*** DATA RECORDS Section Begins ***

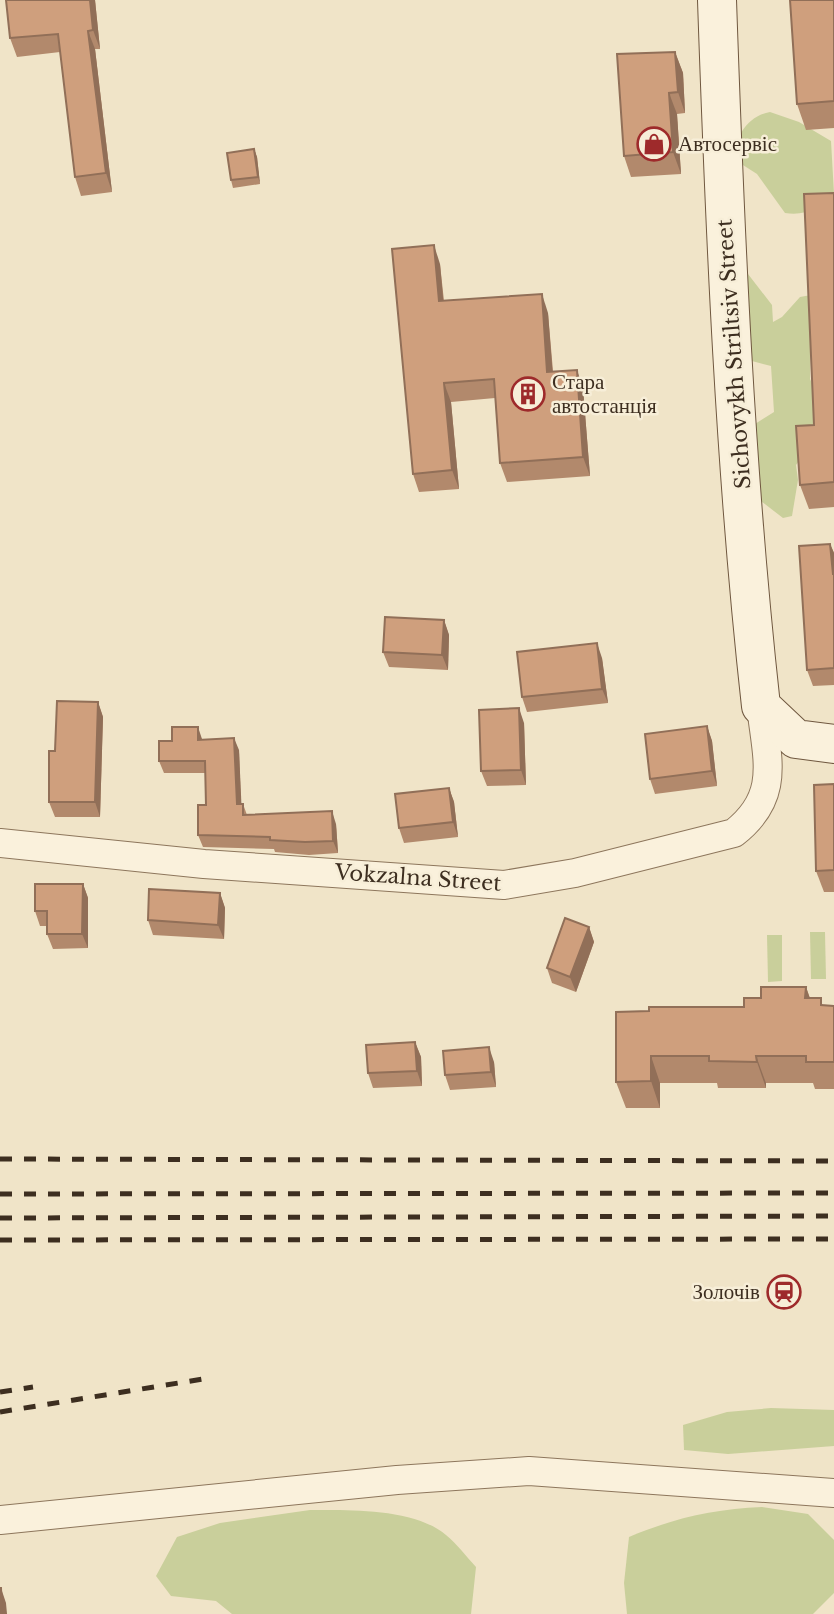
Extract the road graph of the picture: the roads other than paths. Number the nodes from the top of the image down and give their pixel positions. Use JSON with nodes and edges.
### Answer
{"nodes":[{"id":1,"x":717,"y":0,"type":"edge"},
{"id":2,"x":761,"y":706,"type":"junction"},
{"id":3,"x":834,"y":744,"type":"edge"},
{"id":4,"x":0,"y":843,"type":"edge"},
{"id":5,"x":834,"y":1493,"type":"edge"},
{"id":6,"x":0,"y":1520,"type":"edge"}],
"edges":[{"from":1,"to":2,"type":"street","name":"Sichovykh Striltsiv Street"},
{"from":2,"to":3,"type":"street"},
{"from":2,"to":4,"type":"street","name":"Vokzalna Street"},
{"from":5,"to":6,"type":"street"}]}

*** DATA RECORDS Section Ends ***

- [PROBLEM STATEMENT]: Once the pictures are set aside, copy the remaining text of every entry exactly.

- [ANSWER TO THIS TASK]:
Extract the road graph of the picture: the roads other than paths. Number the nodes from the top of the image down and give their pixel positions. Use JSON with nodes and edges.
### Answer
{"nodes":[{"id":1,"x":717,"y":0,"type":"edge"},
{"id":2,"x":761,"y":706,"type":"junction"},
{"id":3,"x":834,"y":744,"type":"edge"},
{"id":4,"x":0,"y":843,"type":"edge"},
{"id":5,"x":834,"y":1493,"type":"edge"},
{"id":6,"x":0,"y":1520,"type":"edge"}],
"edges":[{"from":1,"to":2,"type":"street","name":"Sichovykh Striltsiv Street"},
{"from":2,"to":3,"type":"street"},
{"from":2,"to":4,"type":"street","name":"Vokzalna Street"},
{"from":5,"to":6,"type":"street"}]}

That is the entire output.